══ Materials provided ══

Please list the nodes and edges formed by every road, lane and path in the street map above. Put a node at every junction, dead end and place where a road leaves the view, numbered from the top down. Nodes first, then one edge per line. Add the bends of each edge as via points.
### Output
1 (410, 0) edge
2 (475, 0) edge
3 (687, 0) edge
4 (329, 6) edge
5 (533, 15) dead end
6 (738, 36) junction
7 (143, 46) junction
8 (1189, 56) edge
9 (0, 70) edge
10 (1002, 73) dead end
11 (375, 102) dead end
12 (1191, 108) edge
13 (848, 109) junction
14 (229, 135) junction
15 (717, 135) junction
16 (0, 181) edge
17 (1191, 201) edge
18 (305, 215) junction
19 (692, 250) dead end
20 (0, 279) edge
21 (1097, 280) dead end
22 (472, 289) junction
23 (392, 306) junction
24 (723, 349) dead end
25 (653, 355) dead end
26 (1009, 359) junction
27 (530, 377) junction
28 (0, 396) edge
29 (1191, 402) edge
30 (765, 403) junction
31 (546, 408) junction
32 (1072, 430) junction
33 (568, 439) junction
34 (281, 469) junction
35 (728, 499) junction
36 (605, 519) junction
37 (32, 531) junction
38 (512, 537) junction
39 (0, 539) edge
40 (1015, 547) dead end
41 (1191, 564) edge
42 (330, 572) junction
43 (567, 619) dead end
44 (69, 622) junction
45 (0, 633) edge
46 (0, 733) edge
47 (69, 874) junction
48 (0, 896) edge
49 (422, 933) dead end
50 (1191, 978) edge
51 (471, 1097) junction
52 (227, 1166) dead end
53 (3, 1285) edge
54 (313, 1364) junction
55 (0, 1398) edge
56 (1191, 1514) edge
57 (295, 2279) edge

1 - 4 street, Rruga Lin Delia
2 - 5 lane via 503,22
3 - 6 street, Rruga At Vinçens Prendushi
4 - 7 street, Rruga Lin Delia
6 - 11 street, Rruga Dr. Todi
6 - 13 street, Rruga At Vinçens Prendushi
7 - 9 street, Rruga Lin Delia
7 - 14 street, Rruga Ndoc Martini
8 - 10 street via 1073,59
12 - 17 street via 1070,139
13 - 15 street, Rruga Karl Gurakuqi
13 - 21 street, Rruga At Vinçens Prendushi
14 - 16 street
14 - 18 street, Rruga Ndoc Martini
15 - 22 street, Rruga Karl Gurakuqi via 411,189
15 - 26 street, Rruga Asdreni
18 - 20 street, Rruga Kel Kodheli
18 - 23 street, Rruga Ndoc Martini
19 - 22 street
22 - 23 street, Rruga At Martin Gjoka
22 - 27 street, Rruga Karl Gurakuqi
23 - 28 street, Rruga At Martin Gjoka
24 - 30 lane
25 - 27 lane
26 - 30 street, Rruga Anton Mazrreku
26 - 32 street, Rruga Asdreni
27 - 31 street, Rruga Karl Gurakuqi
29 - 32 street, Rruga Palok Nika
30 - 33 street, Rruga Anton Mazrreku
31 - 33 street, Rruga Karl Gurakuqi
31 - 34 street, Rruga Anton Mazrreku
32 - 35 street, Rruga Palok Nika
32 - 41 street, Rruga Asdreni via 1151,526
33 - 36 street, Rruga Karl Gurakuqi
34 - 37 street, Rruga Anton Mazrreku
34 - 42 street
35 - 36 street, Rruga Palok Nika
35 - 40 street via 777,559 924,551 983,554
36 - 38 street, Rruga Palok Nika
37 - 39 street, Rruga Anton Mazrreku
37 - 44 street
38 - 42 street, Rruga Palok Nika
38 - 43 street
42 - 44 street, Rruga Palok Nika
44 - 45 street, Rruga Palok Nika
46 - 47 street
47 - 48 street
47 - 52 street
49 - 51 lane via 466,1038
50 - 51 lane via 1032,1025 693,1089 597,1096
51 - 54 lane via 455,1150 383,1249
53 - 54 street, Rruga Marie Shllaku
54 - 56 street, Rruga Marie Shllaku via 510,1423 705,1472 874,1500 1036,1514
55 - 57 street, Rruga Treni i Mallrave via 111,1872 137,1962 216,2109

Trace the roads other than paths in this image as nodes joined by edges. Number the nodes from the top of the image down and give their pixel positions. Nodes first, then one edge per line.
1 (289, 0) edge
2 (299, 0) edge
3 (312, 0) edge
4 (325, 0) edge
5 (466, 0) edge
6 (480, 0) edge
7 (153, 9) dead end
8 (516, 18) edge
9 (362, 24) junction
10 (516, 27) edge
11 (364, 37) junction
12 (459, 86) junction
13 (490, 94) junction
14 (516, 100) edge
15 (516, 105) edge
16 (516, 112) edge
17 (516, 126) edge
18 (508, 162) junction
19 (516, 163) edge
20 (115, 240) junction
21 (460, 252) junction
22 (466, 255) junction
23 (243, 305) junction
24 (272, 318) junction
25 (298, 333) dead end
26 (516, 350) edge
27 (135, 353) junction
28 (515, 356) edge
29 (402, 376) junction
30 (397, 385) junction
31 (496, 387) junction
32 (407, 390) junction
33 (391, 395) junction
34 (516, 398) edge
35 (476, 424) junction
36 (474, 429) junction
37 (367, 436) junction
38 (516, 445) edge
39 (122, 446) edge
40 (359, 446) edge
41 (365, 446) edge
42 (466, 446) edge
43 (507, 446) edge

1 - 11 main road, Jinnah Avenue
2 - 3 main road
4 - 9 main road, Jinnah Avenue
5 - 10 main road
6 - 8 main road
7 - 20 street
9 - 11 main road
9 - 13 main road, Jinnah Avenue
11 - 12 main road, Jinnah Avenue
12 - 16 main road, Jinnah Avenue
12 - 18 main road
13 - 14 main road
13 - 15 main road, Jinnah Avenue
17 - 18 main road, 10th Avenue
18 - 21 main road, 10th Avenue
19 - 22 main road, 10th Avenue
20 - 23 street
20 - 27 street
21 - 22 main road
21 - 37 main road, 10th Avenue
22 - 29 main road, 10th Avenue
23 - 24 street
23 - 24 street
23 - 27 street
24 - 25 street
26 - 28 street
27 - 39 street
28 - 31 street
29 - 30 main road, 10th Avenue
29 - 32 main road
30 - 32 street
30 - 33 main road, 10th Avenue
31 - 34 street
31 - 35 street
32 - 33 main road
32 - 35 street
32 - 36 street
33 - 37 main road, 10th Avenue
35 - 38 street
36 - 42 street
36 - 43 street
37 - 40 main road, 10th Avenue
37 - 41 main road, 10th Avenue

═══

- **Task directions**
In the records above, some lines hold the word "nodes". Say how many, and nothing more.

- **Solution to this task**
2